What to do: The entire listing below is to be written out exactly, minus the pictures.
--------------------------------
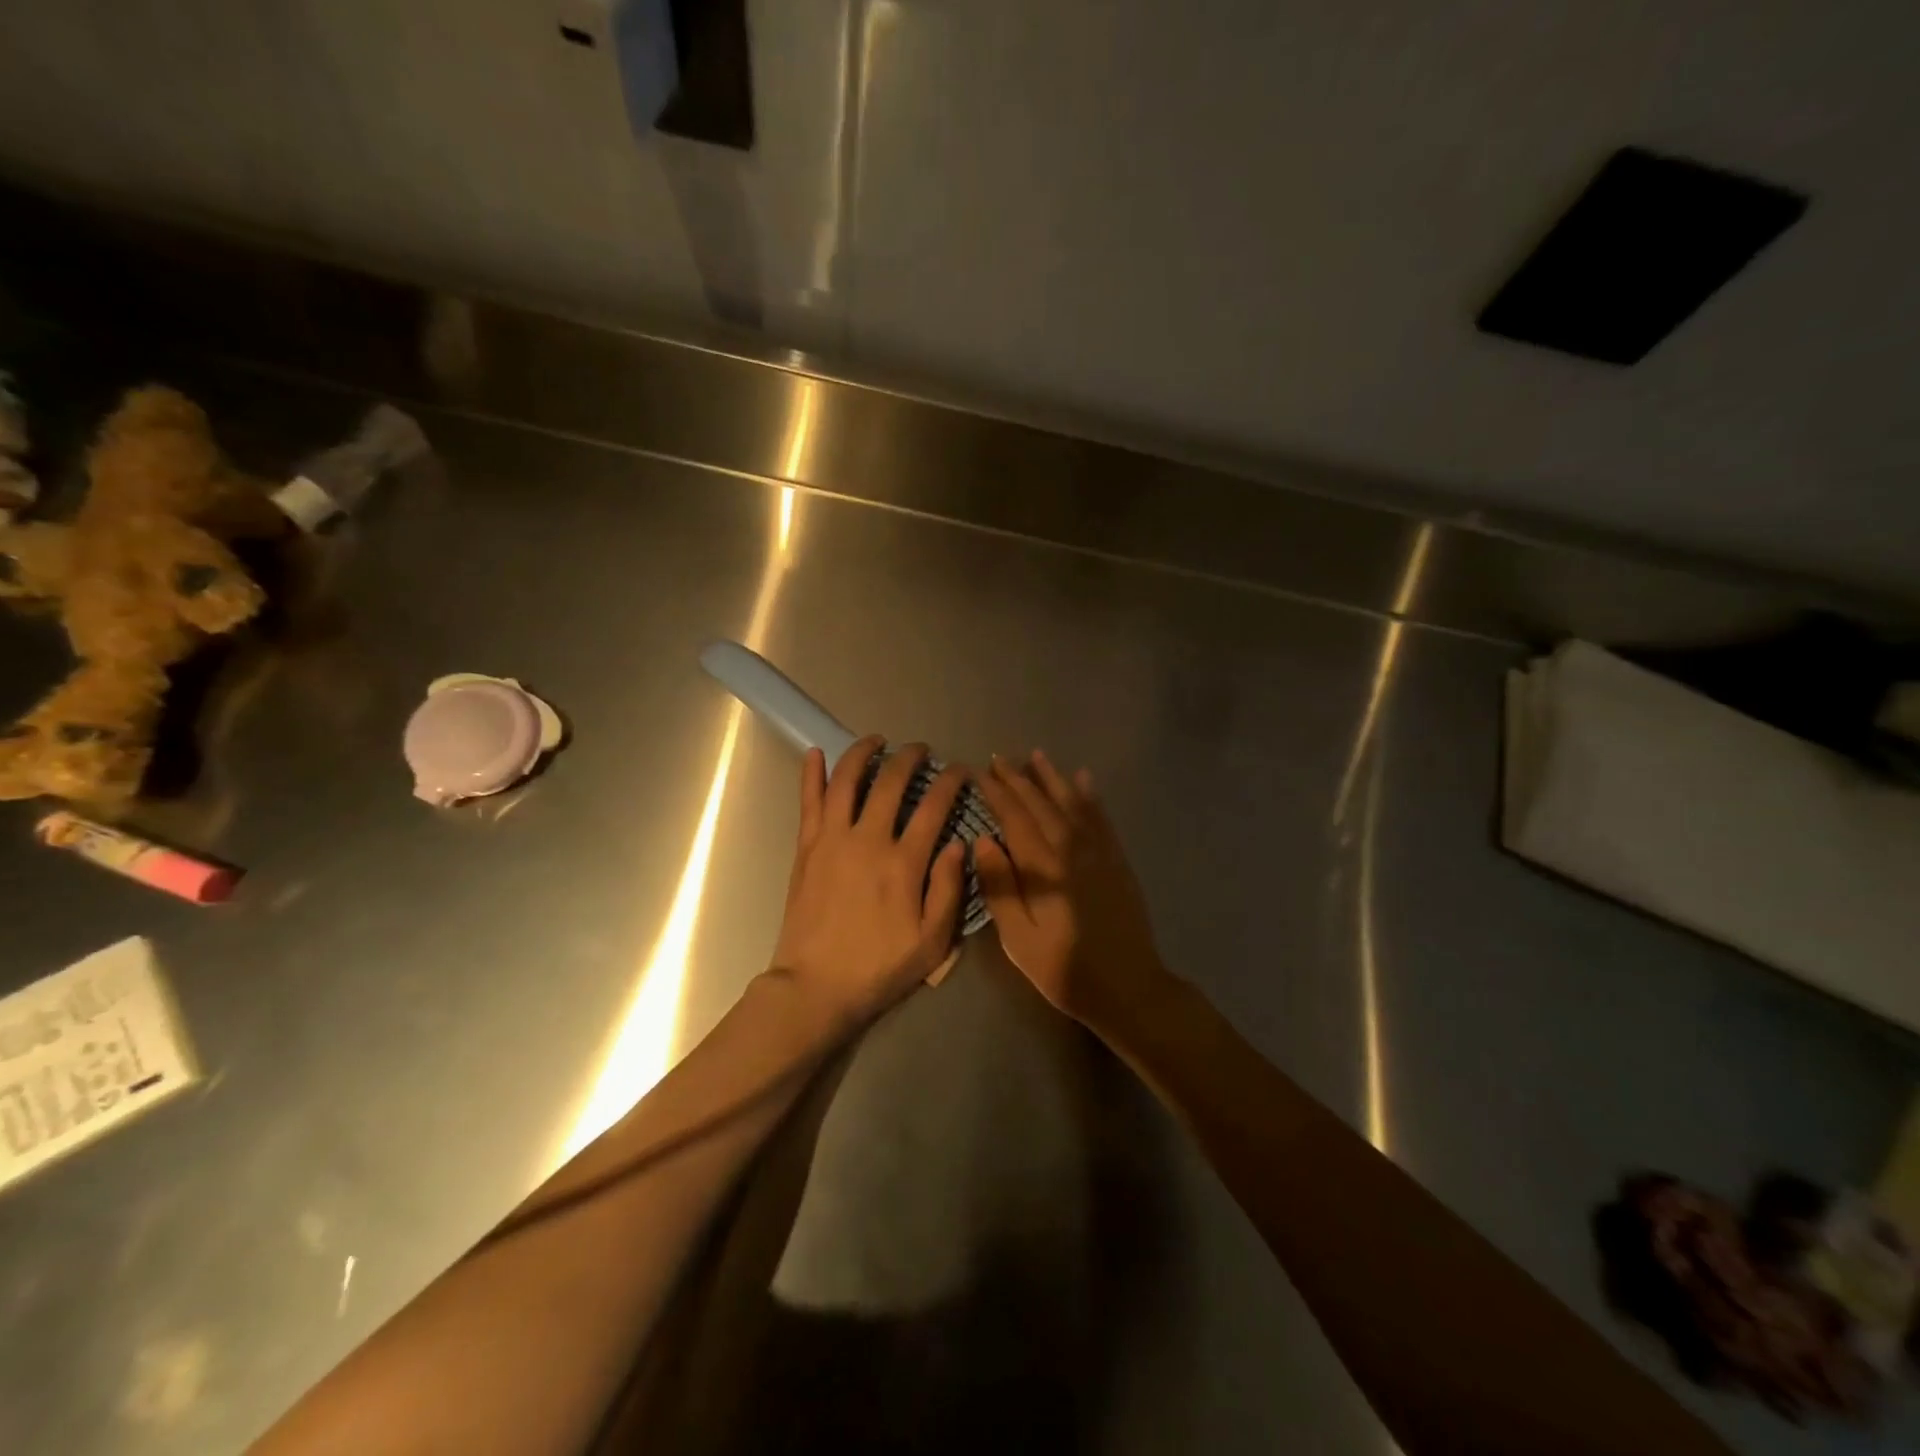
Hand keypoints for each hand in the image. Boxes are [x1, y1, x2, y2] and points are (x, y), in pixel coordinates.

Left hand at [768, 736, 968, 1029]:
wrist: (815, 987)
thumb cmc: (879, 968)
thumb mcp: (932, 942)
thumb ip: (948, 889)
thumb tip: (958, 843)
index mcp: (903, 863)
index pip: (933, 807)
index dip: (951, 783)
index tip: (961, 770)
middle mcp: (868, 840)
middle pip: (891, 783)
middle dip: (910, 758)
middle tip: (921, 749)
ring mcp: (832, 840)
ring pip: (847, 781)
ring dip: (863, 753)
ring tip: (877, 740)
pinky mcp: (807, 848)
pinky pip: (809, 802)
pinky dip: (813, 774)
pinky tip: (816, 752)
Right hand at [974, 750, 1166, 1030]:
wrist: (1128, 988)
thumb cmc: (1064, 968)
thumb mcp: (1019, 939)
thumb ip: (1001, 887)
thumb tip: (983, 841)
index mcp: (1044, 867)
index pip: (1015, 818)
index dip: (996, 794)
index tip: (979, 773)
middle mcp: (1072, 849)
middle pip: (1041, 805)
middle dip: (1018, 780)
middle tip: (999, 759)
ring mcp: (1099, 852)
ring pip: (1071, 803)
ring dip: (1052, 778)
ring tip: (1036, 755)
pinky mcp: (1117, 860)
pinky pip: (1101, 818)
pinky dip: (1090, 796)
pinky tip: (1083, 779)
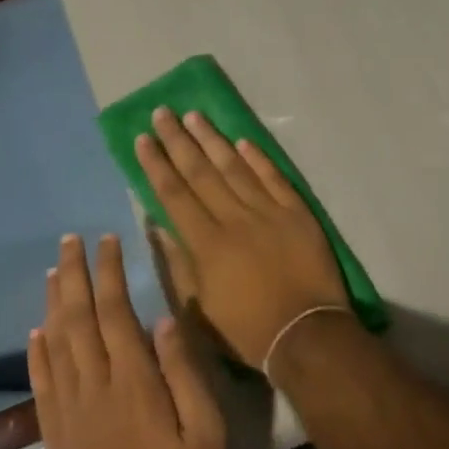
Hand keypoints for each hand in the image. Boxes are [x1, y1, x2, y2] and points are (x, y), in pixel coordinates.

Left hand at [29, 234, 225, 448]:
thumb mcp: (207, 429)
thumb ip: (185, 371)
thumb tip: (164, 319)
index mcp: (134, 381)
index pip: (115, 310)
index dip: (109, 272)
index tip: (108, 240)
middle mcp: (94, 387)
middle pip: (77, 318)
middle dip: (74, 274)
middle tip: (69, 240)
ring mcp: (69, 413)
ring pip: (55, 345)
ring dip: (53, 304)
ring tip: (54, 271)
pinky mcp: (56, 438)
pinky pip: (41, 385)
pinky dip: (36, 353)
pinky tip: (36, 333)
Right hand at [134, 108, 352, 370]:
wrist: (306, 335)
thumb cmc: (246, 330)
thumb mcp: (198, 310)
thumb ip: (178, 264)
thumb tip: (158, 226)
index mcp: (206, 243)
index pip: (174, 194)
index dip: (156, 164)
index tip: (142, 138)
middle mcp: (234, 218)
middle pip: (200, 172)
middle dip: (178, 140)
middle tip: (163, 113)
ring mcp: (268, 212)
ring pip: (235, 167)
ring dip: (213, 140)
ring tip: (195, 115)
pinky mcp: (297, 213)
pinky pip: (274, 178)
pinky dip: (258, 158)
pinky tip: (242, 141)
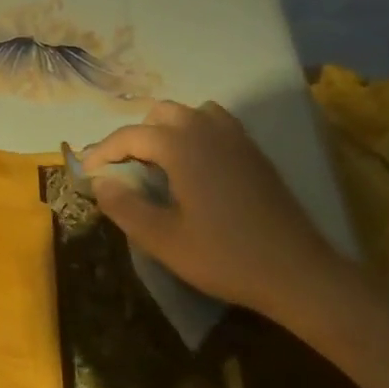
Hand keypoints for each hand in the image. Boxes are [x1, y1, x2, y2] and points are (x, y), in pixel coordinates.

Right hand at [82, 101, 348, 317]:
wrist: (299, 273)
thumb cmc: (225, 256)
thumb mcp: (163, 240)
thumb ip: (124, 207)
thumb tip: (100, 182)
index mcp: (182, 147)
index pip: (130, 135)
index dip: (103, 152)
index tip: (88, 174)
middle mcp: (208, 131)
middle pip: (160, 114)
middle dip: (135, 136)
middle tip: (124, 169)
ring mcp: (237, 139)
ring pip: (191, 114)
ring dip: (167, 130)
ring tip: (158, 163)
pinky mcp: (255, 154)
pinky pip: (216, 125)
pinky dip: (195, 134)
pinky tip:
--------------------------------
Written response:
Hand keypoints for each hand in the image. Boxes are [x1, y1, x2, y2] and points are (x, y), in pixel coordinates.

Left hand at [768, 736, 968, 1029]:
wrist: (815, 987)
thumb cmc: (879, 968)
thumb mcp: (932, 942)
thumb ip: (948, 889)
thumb tip: (958, 843)
index mcp: (903, 863)
index pip: (933, 807)
index dip: (951, 783)
index tip: (961, 770)
middle mcp: (868, 840)
middle pip: (891, 783)
middle dip: (910, 758)
middle tip: (921, 749)
ring mcp: (832, 840)
ring pip: (847, 781)
ring dip: (863, 753)
ring tip: (877, 740)
pinky mcp: (807, 848)
pinky pip: (809, 802)
pinky dip: (813, 774)
pinky tip: (816, 752)
Right hand at [974, 750, 1166, 1030]:
wrist: (1128, 988)
thumb cmc: (1064, 968)
thumb mcp: (1019, 939)
thumb ip: (1001, 887)
thumb tip: (983, 841)
index mcp: (1044, 867)
index pip: (1015, 818)
index dip: (996, 794)
index tip: (979, 773)
middle mcp: (1072, 849)
middle pip: (1041, 805)
middle dip: (1018, 780)
middle tip: (999, 759)
ring mcp: (1099, 852)
ring pip: (1071, 803)
ring dip: (1052, 778)
ring tip: (1036, 755)
pinky mcp: (1117, 860)
pinky pip: (1101, 818)
pinky dip: (1090, 796)
pinky tip: (1083, 779)
Hand keypoints for each hand in the image. Boxes are [x1, y1, x2, y2] and points are (x, y), in pixel coordinates.

Left hand at [29, 234, 225, 448]:
thumb mcp: (207, 429)
thumb ip: (185, 371)
thumb tip: (164, 319)
index mcp: (134, 381)
index pip: (115, 310)
index dip: (109, 272)
index tip: (108, 240)
middle mcp: (94, 387)
middle pip: (77, 318)
middle dip: (74, 274)
middle tip: (69, 240)
ring mcp: (69, 413)
ring pip: (55, 345)
ring dip: (53, 304)
ring tip: (54, 271)
pinky mcp: (56, 438)
pinky pip: (41, 385)
pinky dip: (36, 353)
pinky tip: (36, 333)
Right hand at [134, 108, 352, 370]:
wrist: (306, 335)
thumb cmc: (246, 330)
thumb mcp: (198, 310)
thumb ip: (178, 264)
thumb tip: (158, 226)
index mcp: (206, 243)
index pip: (174, 194)
index dip: (156, 164)
index tip: (142, 138)
middle mcp: (234, 218)
middle pip: (200, 172)
middle dip: (178, 140)
middle tip: (163, 113)
ring mcp: (268, 212)
ring pip: (235, 167)
ring dip: (213, 140)
ring tip: (195, 115)
pinky mcp: (297, 213)
pinky pip: (274, 178)
pinky dip: (258, 158)
pinky tip: (242, 141)
Hand keypoints for each hand in the image. Boxes are [x1, y1, x2, y2] and points are (x, y), in pixel coordinates.

Right hand at [82, 101, 348, 317]:
wrist: (299, 273)
thumb cmc: (225, 256)
thumb mcp: (163, 240)
thumb ip: (124, 207)
thumb tip: (100, 182)
index mcp: (182, 147)
index pip: (130, 135)
index dip: (103, 152)
index tip: (88, 174)
middle mcp: (208, 131)
middle pip: (160, 114)
middle dip: (135, 136)
middle tip: (124, 169)
ring mcp: (237, 139)
ring pip: (191, 114)
ring dip: (167, 130)
ring tip: (158, 163)
pinky mcp: (255, 154)
pinky pip: (216, 125)
pinky dip: (195, 134)
pinky tip:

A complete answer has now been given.